### Task input
....

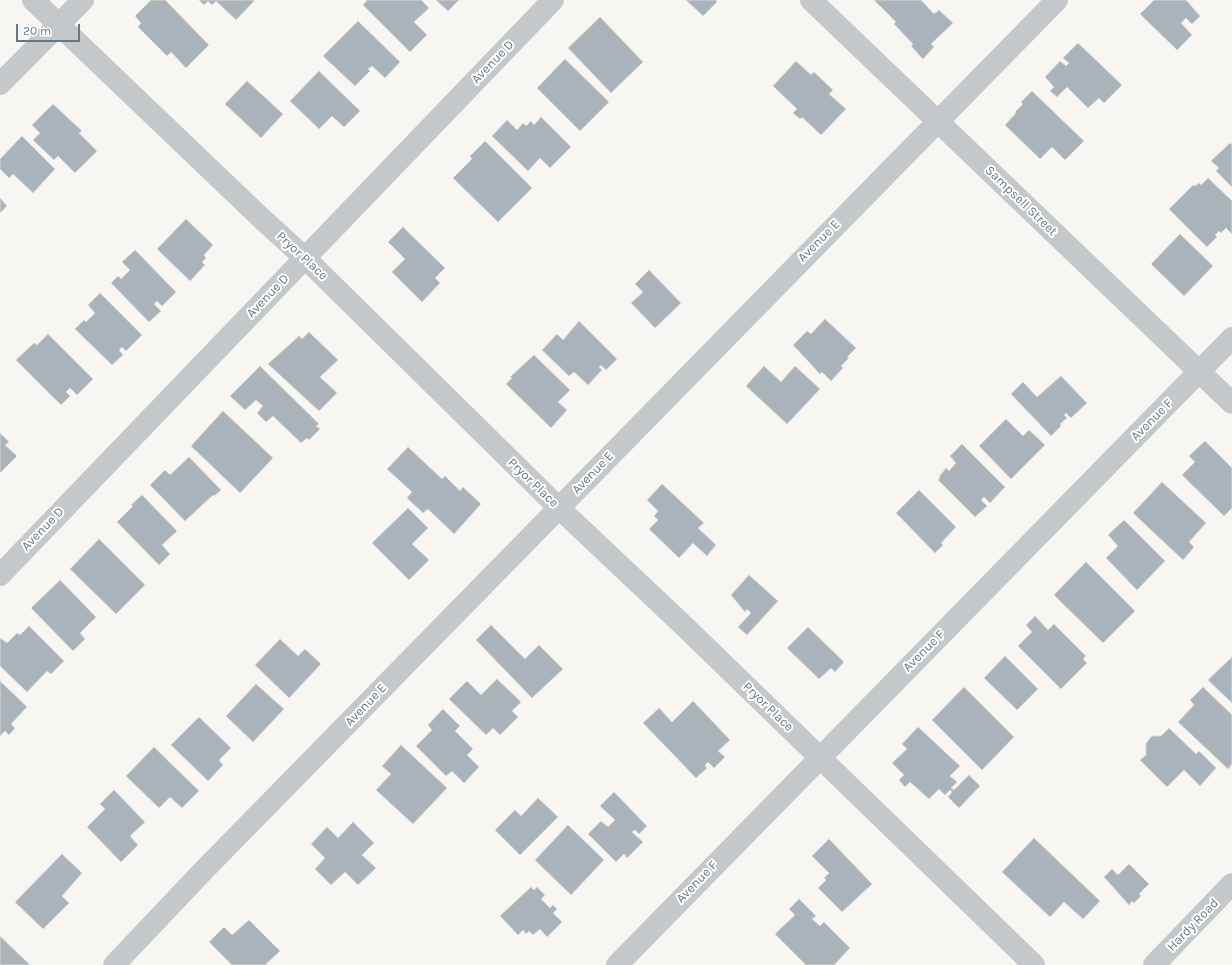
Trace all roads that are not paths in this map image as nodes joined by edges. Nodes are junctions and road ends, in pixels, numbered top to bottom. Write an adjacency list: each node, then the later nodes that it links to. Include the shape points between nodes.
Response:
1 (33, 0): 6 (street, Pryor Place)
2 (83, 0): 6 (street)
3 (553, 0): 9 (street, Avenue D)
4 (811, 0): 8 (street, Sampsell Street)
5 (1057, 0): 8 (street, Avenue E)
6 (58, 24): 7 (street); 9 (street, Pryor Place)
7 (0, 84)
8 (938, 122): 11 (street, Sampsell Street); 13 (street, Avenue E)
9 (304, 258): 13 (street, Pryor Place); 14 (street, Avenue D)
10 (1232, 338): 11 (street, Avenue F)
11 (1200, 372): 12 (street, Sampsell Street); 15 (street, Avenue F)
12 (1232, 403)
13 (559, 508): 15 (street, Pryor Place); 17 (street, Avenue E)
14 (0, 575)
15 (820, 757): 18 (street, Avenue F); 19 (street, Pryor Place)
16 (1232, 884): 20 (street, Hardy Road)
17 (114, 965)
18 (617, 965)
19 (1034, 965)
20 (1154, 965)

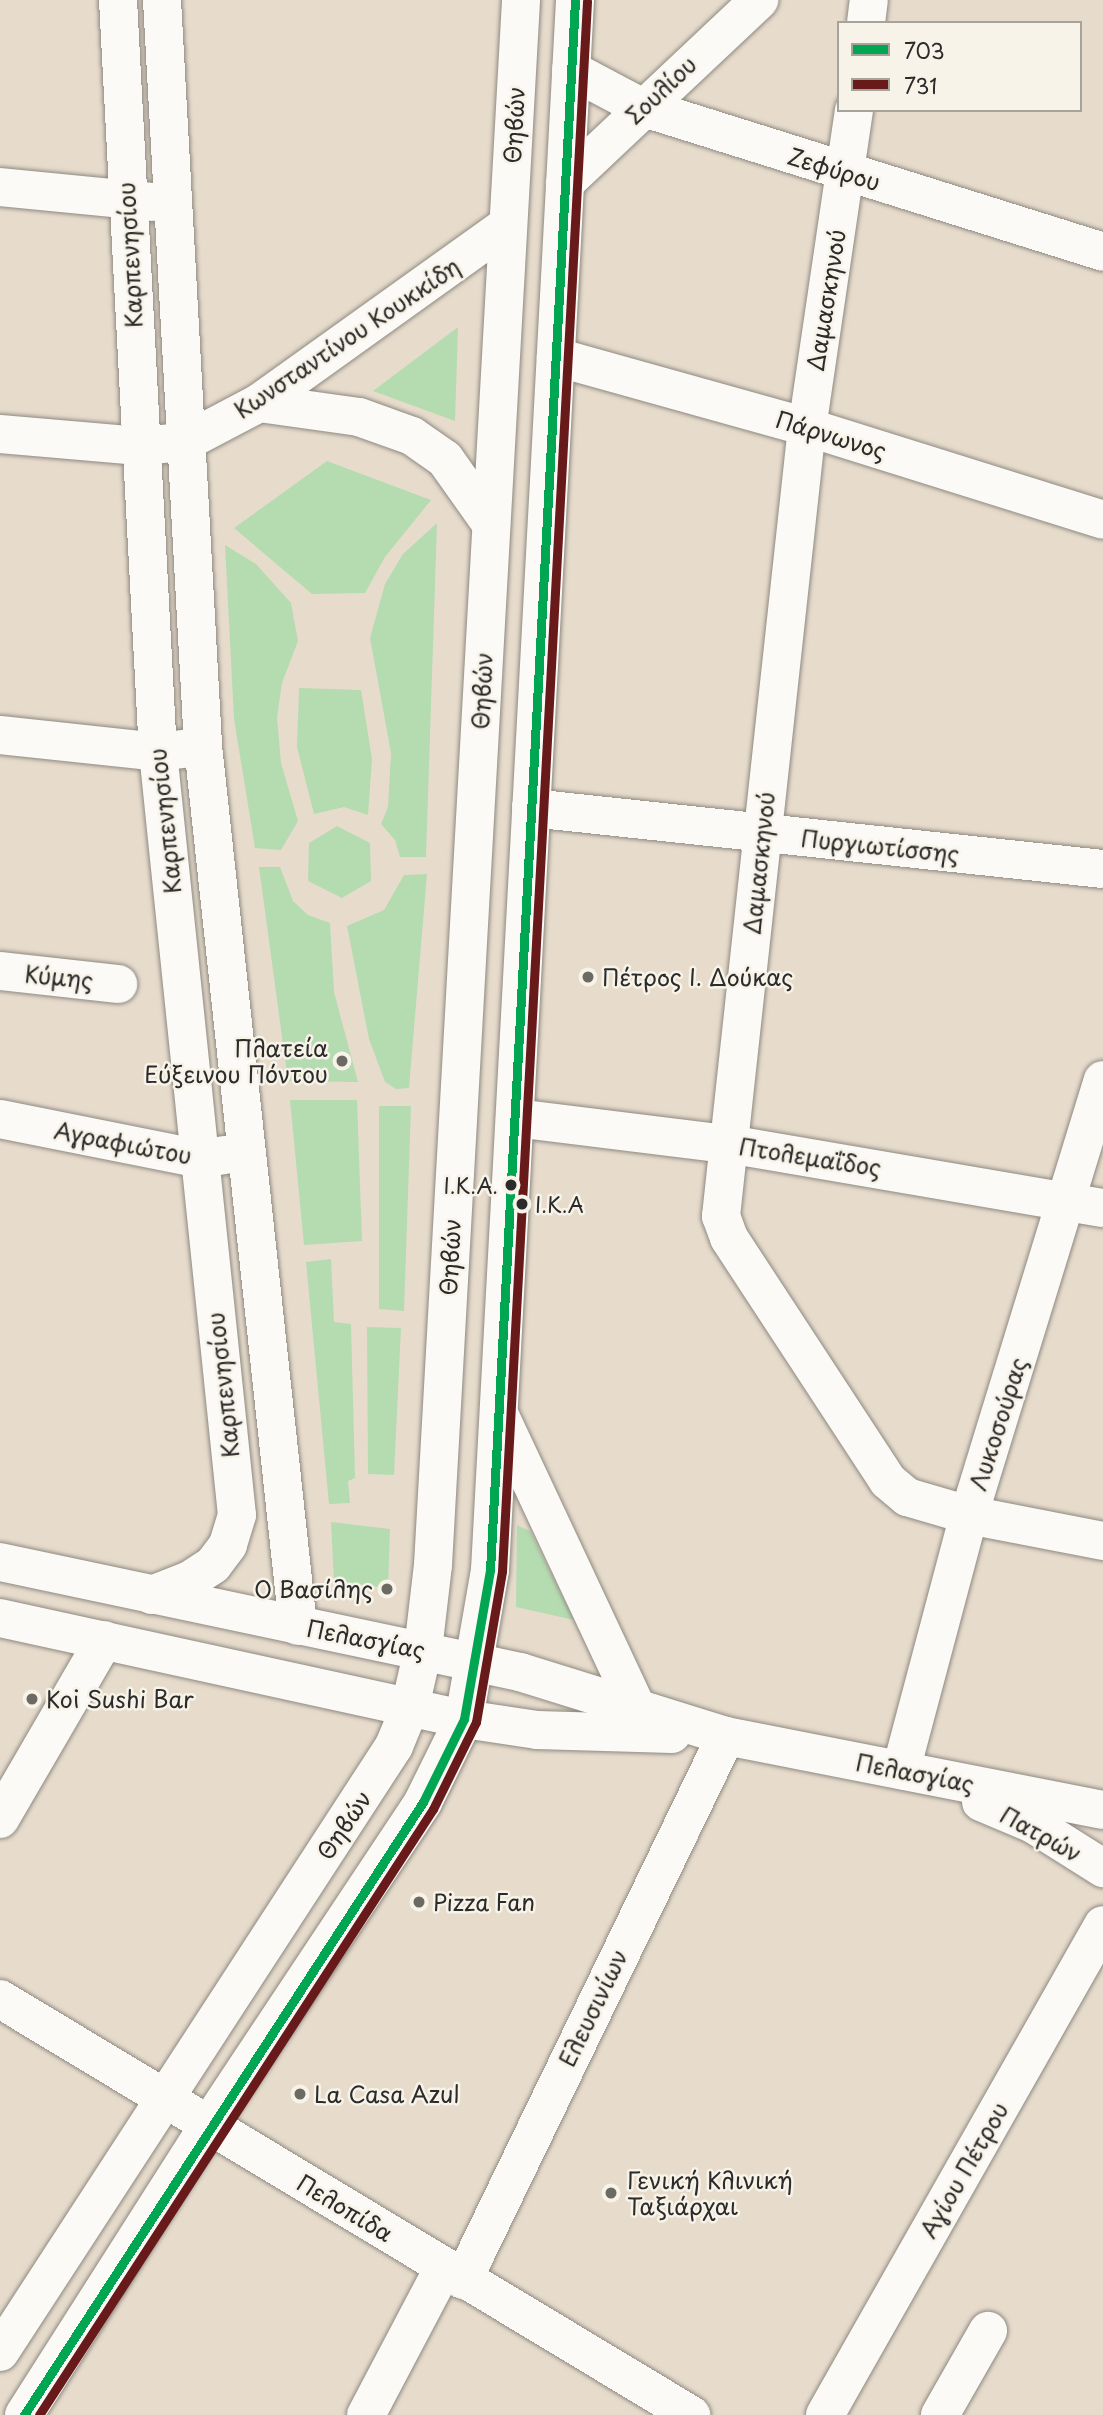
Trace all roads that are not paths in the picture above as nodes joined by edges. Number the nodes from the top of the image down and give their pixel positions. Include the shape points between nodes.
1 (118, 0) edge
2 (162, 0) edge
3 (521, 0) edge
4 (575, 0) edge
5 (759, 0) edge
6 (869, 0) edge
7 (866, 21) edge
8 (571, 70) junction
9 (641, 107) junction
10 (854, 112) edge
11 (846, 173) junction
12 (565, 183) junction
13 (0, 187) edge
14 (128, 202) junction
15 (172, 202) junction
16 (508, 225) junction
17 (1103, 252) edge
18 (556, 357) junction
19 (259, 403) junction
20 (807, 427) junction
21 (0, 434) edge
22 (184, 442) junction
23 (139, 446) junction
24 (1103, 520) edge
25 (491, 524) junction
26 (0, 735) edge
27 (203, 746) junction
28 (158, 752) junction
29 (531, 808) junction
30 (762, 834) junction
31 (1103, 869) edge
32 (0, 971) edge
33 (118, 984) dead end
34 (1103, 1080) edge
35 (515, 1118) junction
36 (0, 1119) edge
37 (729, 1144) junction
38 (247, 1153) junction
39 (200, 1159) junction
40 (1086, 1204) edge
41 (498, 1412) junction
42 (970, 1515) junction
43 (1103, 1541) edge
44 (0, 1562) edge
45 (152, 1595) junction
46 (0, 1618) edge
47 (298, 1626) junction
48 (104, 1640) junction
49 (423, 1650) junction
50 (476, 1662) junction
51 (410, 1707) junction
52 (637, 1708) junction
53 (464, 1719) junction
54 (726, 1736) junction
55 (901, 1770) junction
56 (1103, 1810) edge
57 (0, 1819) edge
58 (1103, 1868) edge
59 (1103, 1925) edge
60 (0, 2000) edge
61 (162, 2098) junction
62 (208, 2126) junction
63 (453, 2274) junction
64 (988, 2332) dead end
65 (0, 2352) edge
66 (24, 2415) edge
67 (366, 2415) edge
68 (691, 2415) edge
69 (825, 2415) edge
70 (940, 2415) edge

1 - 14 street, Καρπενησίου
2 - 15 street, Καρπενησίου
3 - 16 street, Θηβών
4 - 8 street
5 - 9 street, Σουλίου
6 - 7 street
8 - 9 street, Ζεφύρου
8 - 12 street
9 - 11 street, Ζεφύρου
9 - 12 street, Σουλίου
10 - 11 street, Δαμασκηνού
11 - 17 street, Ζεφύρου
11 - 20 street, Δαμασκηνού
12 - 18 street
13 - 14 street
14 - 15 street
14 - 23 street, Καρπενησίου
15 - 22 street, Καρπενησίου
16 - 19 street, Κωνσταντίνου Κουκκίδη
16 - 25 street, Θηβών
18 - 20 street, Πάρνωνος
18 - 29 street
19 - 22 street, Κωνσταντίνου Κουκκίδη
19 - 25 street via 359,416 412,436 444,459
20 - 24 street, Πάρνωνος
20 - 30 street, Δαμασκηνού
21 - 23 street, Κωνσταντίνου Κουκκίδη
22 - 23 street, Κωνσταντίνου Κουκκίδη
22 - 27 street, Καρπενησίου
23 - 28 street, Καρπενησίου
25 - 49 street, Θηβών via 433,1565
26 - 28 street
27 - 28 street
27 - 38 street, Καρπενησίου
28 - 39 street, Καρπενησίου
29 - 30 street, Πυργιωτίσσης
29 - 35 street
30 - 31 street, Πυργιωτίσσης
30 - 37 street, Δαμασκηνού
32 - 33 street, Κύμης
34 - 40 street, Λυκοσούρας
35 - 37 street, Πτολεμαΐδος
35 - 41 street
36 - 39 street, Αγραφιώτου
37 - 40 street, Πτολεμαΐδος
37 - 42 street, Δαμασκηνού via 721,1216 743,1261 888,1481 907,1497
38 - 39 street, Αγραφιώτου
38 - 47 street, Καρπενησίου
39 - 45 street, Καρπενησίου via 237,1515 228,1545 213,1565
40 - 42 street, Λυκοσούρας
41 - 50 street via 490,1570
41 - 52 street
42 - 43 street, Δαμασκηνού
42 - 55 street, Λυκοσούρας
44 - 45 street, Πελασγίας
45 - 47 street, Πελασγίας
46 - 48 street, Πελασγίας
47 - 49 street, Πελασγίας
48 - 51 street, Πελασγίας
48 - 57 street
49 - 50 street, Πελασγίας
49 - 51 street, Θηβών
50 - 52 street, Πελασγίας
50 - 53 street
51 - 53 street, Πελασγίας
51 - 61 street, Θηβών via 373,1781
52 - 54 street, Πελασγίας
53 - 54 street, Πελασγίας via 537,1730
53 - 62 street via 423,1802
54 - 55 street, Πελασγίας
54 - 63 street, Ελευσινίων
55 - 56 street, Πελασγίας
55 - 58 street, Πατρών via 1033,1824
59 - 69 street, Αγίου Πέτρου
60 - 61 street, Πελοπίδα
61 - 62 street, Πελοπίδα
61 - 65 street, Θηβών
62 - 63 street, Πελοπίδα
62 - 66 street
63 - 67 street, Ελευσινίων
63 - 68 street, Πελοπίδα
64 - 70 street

....

### Aim of the exercise
Please give the number of lines in the data above where the word "Κουκκίδη" appears, and nothing besides.

### Written solution
4